The Mitsubishi electric vehicle will use the human waste gas from around 300,000 Brisbane residents across 40 suburbs.

Written by Annie Pullar

Produced for online by Kurravi Piggott

24 May, 2017

Australia’s first poo-powered car. Photo: Queensland Urban Utilities/Facebook.

 

Queensland Urban Utility spokesperson Michelle Cullsays it is a win-win for the community and the treatment plant.

“The reason that we launched the poo car is that we want to take the poo car out into the community and let people know what we are doing with their waste,” Ms Cull says.

“We’re not only running this car, we are also powering up to 50 per cent of the treatment plants electricity needs.”

The electricity used to charge the ‘stink car’ is produced at the treatment plant in a process Ms Cull says is saving the company close to $2 million a year.

“It captures the biogas that’s produced from sewage sludge and uses that gas to drive an engine that creates electricity.”

RACQ technical director Steve Spalding says the technology offered a potential alternative to traditional fossil fuels.

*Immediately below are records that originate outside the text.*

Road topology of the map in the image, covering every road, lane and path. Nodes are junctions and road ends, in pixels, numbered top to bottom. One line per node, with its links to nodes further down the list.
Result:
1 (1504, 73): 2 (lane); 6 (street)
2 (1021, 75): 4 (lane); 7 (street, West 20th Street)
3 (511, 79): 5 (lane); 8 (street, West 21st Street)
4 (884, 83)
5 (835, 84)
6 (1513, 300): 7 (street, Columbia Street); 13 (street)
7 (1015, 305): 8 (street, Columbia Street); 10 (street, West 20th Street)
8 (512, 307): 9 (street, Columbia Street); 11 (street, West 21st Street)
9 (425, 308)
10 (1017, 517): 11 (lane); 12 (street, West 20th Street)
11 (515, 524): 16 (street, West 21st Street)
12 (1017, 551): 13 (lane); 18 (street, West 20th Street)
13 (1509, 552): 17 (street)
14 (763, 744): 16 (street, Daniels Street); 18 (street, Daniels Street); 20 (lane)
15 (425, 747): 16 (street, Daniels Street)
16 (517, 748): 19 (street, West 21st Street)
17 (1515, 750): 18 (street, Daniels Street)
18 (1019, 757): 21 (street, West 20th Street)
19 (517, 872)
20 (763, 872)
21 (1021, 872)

“It shows that renewable energies can come in new and innovative ways, we cannot rely on fossil fuels forever,” Mr Spalding says.

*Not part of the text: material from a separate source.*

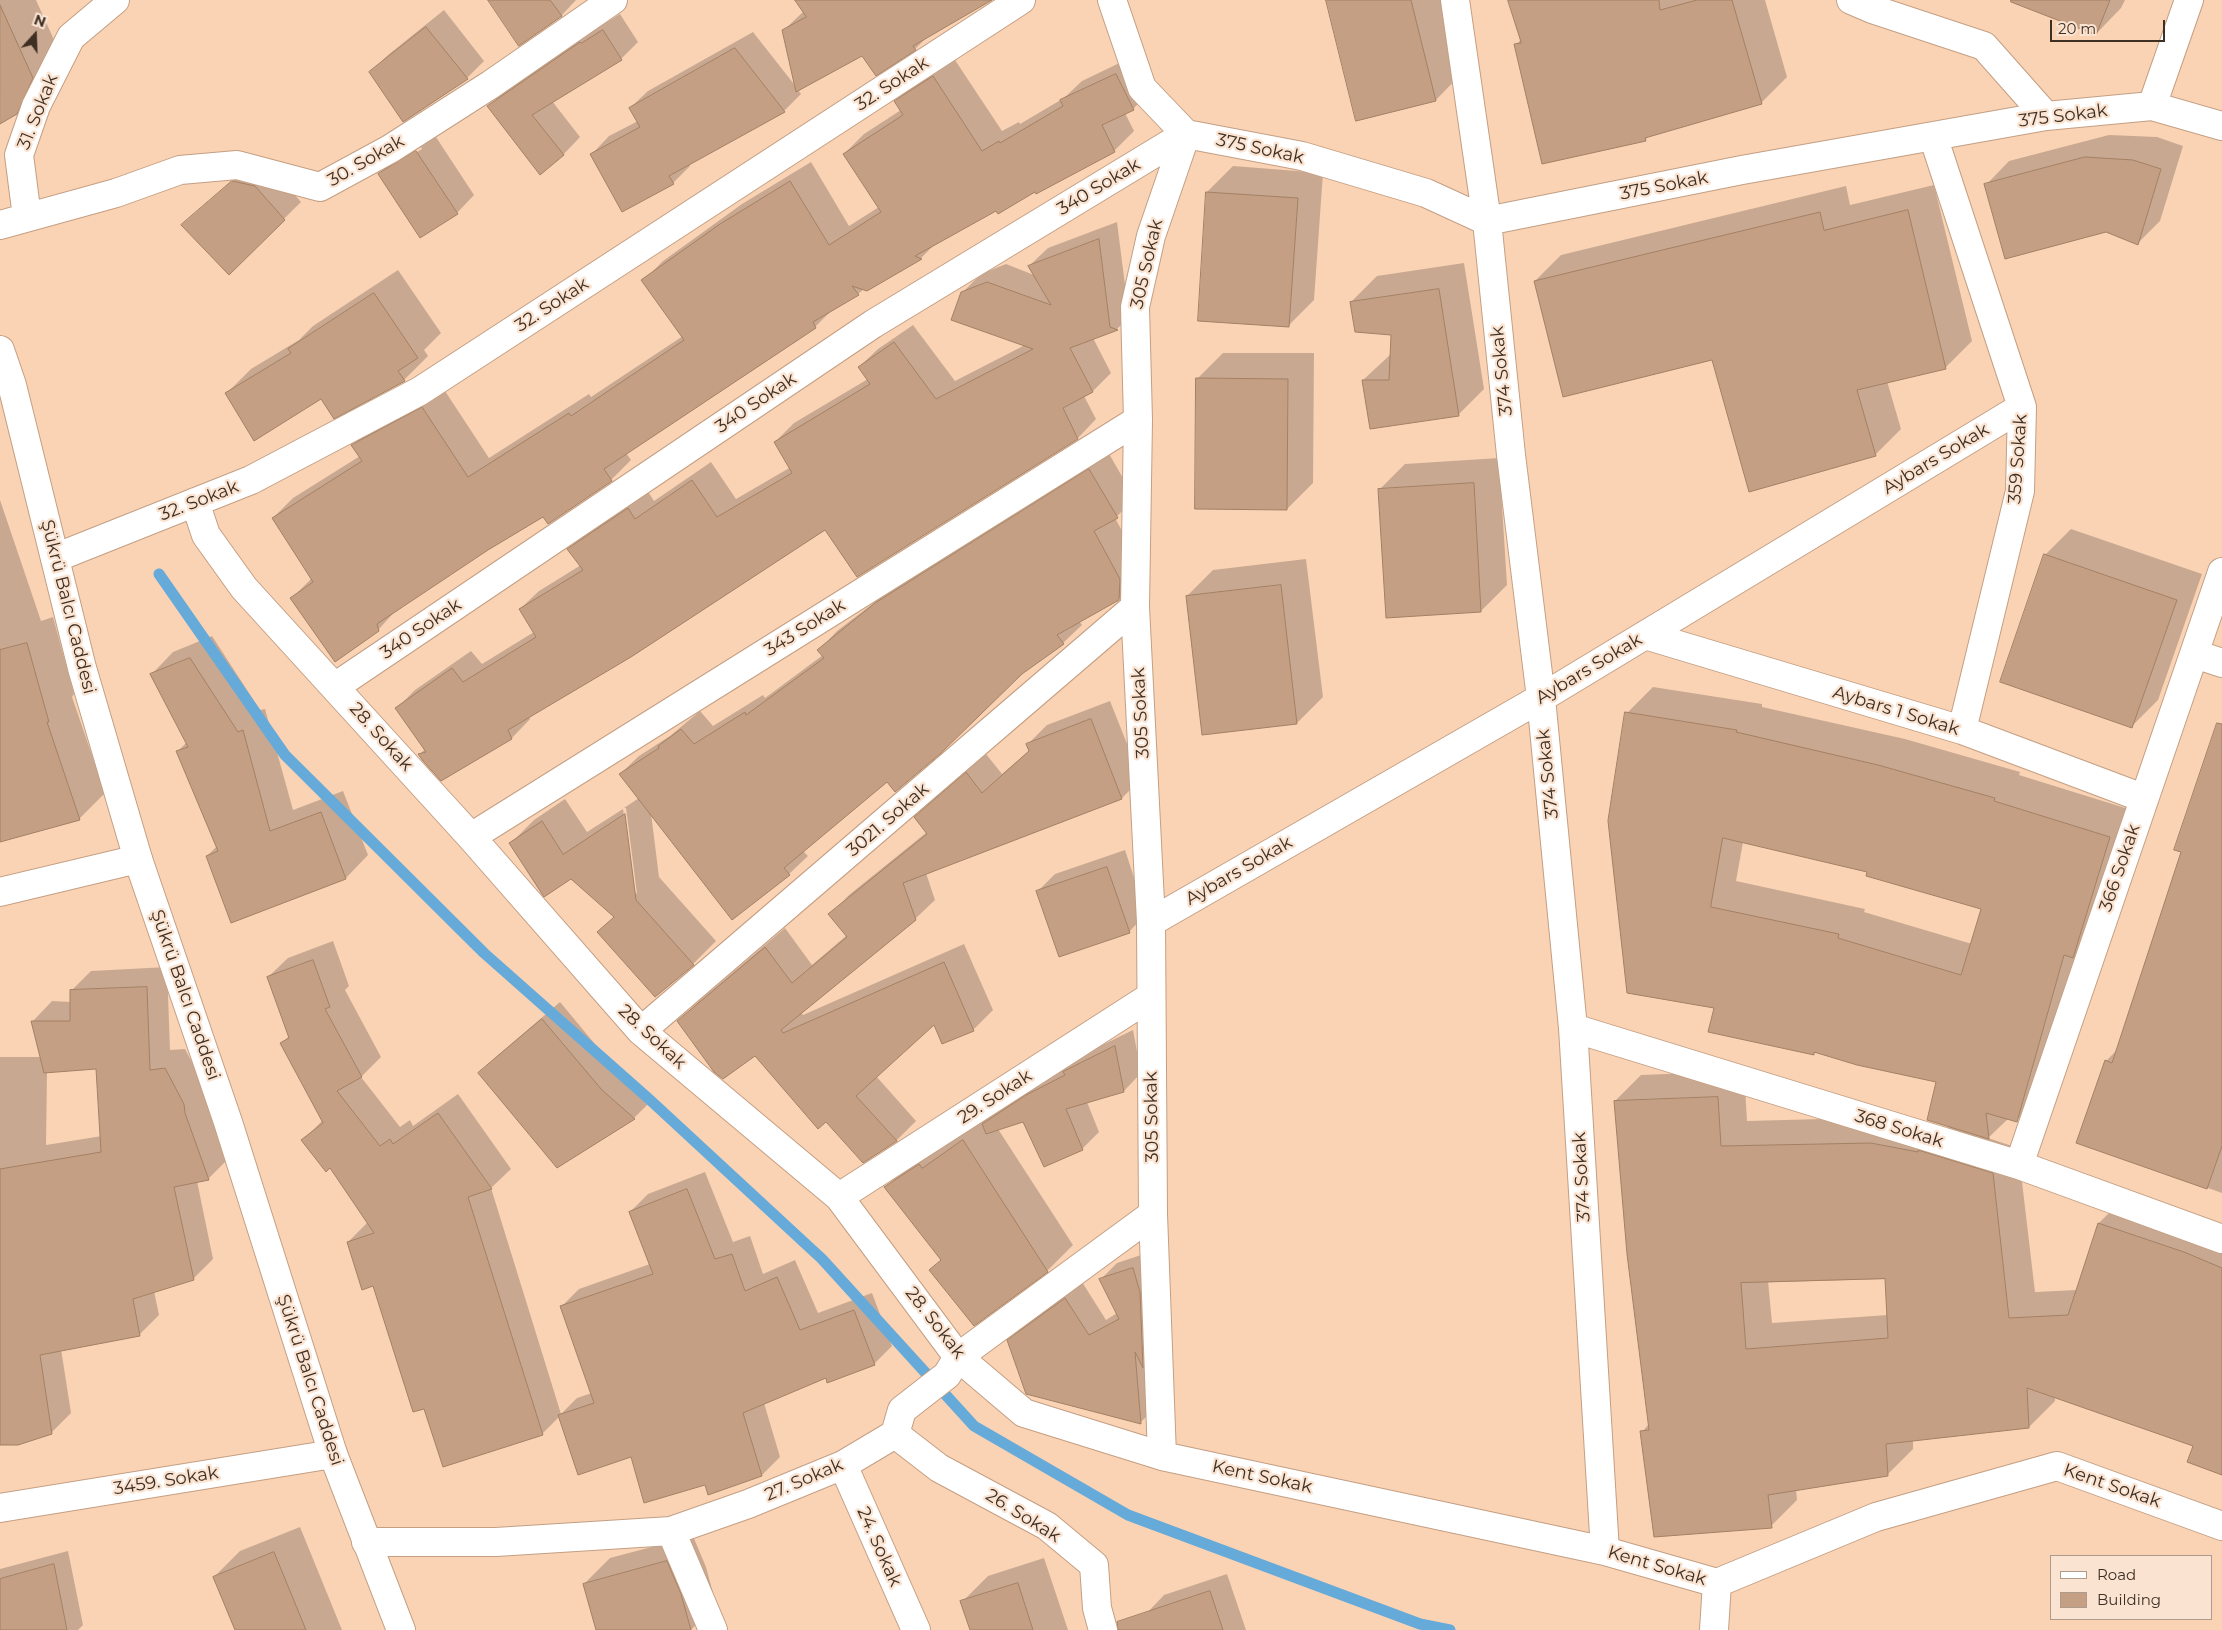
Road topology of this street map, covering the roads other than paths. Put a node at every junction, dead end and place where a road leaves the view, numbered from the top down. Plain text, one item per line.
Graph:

Clean Energy Council media manager Mark Bretherton says the car is an innovate solution to flush away fossil fuels and move towards a much cleaner way of producing electricity.

But he says it will not be a quick solution.

“The transition period as we move from fossil fuels over to renewable energy needs a whole bunch of different ways of thinking,” Mr Bretherton says.

A new study published by Stanford University suggests fossil-fuelled cars will vanish within eight years.

However, Mr Spalding says the take-up of electric powered cars in Queensland is low, with only about 200 sold into the market.

“We need to help consumers to have the confidence to use them, to buy them and look at their affordability,” Mr Spalding says.

Regardless, Ms Cull says Queensland Urban Utilities is excited to be pioneers in poo power and has high hopes for the future.

The poo car will be on display at the Queensland Urban Utilities stand at Chermside this weekend.